Key words: Cardiovascular disease, mental health, psychosocial factors, management, guidelines
During the European Society of Cardiology (ESC) Congress of this year, new guidelines were announced in several clinically relevant areas, including the consensus statement on mental health and cardiovascular disease (CVD) (1). Issues related to mental health, psychosocial factors, and access to psychological support have been present in the guidelines and other ESC documents for some time, showing how awareness of the importance of these topics for cardiac health is increasing (2, 3). This new document responds to the growing need to structure current knowledge and propose consistent methods of diagnosis, treatment, and care of mental health disorders in the context of CVD. The consensus statement addresses key issues related to the relationship between mental health and cardiovascular health, proposing methods and protocols for screening, diagnosis, and pharmacological and non-pharmacological interventions, with an emphasis on multidisciplinary care. An important aspect of this document is that patients from the ESC Patient Forum participated in its creation, and it includes clinical cases and patient perspectives, which is an important additional element that puts into practice certain principles and values shaping the document.
Mental health is an integral part of overall human health. It enables people to cope with life's stresses, fulfil their potential and goals, learn and work efficiently, and contribute to the development of their communities. This document adopts a perspective in which mental health is understood as a continuum from optimal health through symptoms and difficulties in this area to disorders, including severe mental illness, such as schizophrenia or bipolar disorder. The multidirectional relationship between mental and cardiovascular health has been proven by many studies, with evidence that positive mental health characteristics (e.g., positive personality traits or social support) are associated with better cardiac health, while mental health disorders increase the risk of CVD (4, 5). Moreover, cardiovascular events and chronic CVD affect mental health, exacerbating pre-existing mental illness and causing new ones. Additionally, the co-occurrence of CVD and mental illness can interact, worsening both mental health and the prognosis for CVD.
The consensus outlines three pillars of proper care for both areas: multidisciplinary action in the form of a psycho-cardiology team, a stepped care approach, and the principles contained in the acronym ACTIVE. A key element is the recognition that cardiac care specialists should collaborate with mental health specialists to ensure optimal care and treatment outcomes. Access to mental health care can vary, but ideally a multidisciplinary cardiology team should include a mental health specialist, a psychiatrist, or a psychologist to provide guidance on appropriate care and support for patients with CVD and their caregivers. Using telemedicine and online resources can help bridge gaps in mental health support where specialist resources are scarce.

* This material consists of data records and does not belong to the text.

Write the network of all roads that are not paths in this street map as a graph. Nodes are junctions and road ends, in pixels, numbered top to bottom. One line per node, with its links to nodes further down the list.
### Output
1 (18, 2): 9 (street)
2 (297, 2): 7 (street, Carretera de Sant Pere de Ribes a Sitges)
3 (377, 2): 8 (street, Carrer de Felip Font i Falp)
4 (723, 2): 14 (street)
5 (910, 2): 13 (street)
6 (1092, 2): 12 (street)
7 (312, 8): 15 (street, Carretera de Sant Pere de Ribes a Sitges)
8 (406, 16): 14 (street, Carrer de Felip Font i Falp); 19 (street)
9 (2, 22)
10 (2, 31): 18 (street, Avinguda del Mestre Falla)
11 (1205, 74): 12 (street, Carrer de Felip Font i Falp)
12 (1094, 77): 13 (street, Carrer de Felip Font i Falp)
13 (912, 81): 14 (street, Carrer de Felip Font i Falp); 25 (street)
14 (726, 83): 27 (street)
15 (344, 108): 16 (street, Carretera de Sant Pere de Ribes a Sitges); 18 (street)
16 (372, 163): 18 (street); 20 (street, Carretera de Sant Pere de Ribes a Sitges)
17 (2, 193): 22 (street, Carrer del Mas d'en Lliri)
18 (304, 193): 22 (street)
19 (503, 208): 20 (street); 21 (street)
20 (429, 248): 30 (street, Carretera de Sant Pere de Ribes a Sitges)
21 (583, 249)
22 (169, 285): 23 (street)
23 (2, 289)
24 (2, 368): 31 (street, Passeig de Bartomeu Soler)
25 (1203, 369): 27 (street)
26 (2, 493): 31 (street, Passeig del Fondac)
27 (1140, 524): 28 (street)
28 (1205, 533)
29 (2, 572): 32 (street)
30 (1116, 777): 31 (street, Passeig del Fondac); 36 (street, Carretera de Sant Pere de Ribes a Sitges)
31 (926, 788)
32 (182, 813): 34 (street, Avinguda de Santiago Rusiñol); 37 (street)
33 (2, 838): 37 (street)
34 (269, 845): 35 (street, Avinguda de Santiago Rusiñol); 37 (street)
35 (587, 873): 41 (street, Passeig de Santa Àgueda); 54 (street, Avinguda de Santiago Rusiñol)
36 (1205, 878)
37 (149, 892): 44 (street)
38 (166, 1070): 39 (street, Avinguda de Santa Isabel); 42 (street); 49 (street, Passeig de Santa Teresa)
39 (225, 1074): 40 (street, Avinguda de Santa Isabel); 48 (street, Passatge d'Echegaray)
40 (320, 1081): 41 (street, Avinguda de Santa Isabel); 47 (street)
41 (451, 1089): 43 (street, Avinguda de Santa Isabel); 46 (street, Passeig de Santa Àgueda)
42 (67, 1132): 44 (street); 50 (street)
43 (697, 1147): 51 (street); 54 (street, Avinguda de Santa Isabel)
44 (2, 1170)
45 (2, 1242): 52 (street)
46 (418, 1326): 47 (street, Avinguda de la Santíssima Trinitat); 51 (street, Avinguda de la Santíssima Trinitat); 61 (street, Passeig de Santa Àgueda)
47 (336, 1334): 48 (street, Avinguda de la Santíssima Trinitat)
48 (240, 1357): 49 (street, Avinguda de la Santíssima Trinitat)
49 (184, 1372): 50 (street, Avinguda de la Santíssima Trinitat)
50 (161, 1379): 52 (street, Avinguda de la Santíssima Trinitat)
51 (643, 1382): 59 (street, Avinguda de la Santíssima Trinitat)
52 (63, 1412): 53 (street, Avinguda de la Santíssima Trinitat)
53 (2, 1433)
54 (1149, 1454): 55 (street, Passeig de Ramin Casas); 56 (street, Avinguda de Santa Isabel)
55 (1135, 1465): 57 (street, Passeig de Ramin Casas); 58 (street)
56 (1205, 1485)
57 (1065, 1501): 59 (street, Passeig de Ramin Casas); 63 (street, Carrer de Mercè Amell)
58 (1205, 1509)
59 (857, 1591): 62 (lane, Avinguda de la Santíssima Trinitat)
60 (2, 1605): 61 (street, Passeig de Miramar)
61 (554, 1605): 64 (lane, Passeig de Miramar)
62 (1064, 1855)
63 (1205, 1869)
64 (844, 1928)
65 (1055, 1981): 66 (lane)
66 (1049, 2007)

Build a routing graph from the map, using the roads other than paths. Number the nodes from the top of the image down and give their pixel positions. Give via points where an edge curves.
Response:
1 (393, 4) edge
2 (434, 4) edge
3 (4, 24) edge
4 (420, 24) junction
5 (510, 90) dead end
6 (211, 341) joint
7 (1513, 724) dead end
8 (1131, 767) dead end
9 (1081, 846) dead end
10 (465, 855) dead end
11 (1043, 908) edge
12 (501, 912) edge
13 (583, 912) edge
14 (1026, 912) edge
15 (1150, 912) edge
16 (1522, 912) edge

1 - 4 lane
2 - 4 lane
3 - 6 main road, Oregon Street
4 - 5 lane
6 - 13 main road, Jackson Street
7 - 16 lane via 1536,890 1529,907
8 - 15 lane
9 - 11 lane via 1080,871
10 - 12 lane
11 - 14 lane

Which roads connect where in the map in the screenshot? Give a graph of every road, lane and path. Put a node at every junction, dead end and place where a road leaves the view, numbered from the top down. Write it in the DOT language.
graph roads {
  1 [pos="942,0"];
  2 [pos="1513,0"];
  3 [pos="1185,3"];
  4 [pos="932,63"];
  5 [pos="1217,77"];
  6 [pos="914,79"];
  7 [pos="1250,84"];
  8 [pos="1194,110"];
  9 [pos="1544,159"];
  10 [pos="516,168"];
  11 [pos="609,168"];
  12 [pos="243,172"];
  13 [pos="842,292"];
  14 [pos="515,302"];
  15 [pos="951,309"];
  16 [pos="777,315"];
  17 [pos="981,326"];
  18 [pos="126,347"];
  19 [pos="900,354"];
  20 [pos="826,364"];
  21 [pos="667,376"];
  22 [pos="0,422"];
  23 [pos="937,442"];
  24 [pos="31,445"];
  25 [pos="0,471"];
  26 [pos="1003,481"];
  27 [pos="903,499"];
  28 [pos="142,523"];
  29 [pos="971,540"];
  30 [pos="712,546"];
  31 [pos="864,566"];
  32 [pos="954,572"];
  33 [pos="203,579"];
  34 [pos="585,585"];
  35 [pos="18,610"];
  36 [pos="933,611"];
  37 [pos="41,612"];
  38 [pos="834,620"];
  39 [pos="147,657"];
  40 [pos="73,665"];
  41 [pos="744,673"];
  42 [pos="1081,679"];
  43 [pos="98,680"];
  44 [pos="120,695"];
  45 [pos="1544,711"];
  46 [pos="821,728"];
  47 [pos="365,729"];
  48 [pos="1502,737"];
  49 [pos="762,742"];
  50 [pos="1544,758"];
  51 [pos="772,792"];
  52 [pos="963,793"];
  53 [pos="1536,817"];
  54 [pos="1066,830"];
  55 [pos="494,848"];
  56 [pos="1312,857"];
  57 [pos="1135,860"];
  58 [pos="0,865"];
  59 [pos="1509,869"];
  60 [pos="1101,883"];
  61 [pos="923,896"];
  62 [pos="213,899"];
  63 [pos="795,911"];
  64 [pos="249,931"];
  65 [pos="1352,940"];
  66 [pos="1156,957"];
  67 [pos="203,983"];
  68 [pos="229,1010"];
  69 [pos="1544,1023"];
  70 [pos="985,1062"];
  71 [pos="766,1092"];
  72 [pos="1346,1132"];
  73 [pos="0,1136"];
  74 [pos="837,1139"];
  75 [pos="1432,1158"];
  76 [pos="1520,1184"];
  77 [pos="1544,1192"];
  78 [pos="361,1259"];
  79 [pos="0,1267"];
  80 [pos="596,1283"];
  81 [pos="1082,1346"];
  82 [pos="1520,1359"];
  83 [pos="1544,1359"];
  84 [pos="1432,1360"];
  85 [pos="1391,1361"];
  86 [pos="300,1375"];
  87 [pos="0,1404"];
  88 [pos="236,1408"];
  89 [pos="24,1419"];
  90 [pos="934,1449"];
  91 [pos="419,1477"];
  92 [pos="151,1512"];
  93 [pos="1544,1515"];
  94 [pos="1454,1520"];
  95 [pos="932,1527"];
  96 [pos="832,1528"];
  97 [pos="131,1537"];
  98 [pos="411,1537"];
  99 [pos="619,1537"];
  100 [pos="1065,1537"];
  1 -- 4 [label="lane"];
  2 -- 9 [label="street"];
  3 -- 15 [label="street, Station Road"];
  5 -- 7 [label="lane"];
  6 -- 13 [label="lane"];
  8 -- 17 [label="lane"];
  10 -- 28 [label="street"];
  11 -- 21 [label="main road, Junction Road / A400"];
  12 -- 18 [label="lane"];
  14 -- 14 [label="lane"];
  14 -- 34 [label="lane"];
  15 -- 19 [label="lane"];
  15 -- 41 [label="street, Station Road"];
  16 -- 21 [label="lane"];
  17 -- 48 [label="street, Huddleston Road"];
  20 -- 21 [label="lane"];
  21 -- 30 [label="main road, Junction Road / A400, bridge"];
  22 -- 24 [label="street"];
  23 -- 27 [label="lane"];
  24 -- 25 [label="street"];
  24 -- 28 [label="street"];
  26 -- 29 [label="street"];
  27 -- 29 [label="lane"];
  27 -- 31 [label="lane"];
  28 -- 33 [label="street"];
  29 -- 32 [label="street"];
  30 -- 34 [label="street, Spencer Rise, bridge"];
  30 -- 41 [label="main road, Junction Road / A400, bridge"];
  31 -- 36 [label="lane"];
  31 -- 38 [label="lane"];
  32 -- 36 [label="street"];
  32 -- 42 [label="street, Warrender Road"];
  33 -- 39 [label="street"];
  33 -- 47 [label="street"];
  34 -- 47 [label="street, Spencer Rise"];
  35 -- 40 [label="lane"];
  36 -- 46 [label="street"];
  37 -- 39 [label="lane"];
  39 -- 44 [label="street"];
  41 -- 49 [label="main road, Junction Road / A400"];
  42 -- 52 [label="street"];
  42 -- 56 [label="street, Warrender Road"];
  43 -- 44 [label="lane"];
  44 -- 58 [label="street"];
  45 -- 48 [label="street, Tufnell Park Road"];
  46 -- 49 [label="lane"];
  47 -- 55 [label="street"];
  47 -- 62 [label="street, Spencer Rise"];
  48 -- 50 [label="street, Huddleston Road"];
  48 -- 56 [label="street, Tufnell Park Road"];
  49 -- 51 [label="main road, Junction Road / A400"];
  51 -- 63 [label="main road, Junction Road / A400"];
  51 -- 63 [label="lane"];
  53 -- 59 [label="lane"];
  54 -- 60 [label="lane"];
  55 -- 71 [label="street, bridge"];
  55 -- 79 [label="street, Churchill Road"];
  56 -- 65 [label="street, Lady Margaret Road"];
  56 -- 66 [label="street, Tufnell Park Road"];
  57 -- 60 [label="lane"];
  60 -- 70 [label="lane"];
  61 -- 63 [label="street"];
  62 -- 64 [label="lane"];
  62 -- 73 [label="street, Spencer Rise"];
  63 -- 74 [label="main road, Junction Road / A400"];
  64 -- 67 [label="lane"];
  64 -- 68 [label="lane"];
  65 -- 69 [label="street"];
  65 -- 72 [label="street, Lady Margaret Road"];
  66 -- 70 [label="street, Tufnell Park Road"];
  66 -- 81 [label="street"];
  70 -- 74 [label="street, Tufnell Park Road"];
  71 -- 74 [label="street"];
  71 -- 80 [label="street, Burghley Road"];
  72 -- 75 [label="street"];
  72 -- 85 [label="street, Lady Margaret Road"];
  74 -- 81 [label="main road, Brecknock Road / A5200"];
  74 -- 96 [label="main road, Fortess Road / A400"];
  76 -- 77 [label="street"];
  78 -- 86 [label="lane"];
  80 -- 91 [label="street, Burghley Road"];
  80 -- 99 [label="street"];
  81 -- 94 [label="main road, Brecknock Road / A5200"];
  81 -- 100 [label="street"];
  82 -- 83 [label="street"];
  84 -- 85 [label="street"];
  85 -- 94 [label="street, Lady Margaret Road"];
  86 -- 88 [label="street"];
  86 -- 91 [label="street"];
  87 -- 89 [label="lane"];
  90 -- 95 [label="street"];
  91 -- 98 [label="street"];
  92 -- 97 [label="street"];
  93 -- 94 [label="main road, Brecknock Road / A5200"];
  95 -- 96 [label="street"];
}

According to ACTIVE principles, shifting routine clinical care towards a more person-centered approach requires: acknowledging (A) the multidirectional link between mental and cardiac health. Secondly, the presence of symptoms of mental health disorders should be systematically checked (C) during cardiology consultations, and cardiovascular risk factors should be checked during psychiatric consultations. Thirdly, validated tools (T) should be used to assess the mental health of people with CVD. Fourthly, practices based on shared decision-making and a stepped approach to care tailored to the individual should be implemented (I), considering also the importance of caregivers and their health and needs. Fifthly, medical specialists should venture (V) to change cardiovascular care by implementing the necessary adjustments. Sixthly, the current state of routine cardiovascular care in each setting should be evaluated (E), as well as the needs for organizational, educational, and clinical support necessary to implement the required changes.
Research on psychosocial factors affecting cardiac health is primarily focused on risk factors, mainly related to stress arising from work or financial situations, or negative life experiences. Nevertheless, we should not overlook the cardioprotective effect of positive factors, such as life satisfaction and positive emotions. Stress, described as the main psychosocial risk factor, has a negative impact on quality of life and the outcome of cardiac treatment. It increases the risk of developing symptoms of heart disease and worsens the condition of cardiac patients, influencing their prognosis. Therefore, interventions aimed at psychosocial problems or mental disorders should be implemented at the individual level, in the patient's environment, and in health policy.
The consensus statement focuses largely on three important mental health disorders, namely depression, anxiety disorders, and post-traumatic stress disorder (PTSD).
The findings of studies in this area are consistent, indicating that depression, prevalent in approximately 18% CVD patients, significantly worsens cardiac prognosis. High level of anxiety and anxiety disorders, diagnosed in 28.9% - 32.9% CVD patients, can affect their quality of life and adaptation to treatment, and the presence of PTSD can increase the risk of CVD by 25-50%. All those disorders influence cardiovascular health by physiological (e.g., HPA axis activation) and behavioral mechanisms (such as sedentary lifestyle or smoking) (6, 7).
The need for a practical approach to the diagnosis and treatment of mental health disorders was met by answering three basic questions referring to the moment of diagnosis, the person responsible for screening, and the choice of diagnostic tools.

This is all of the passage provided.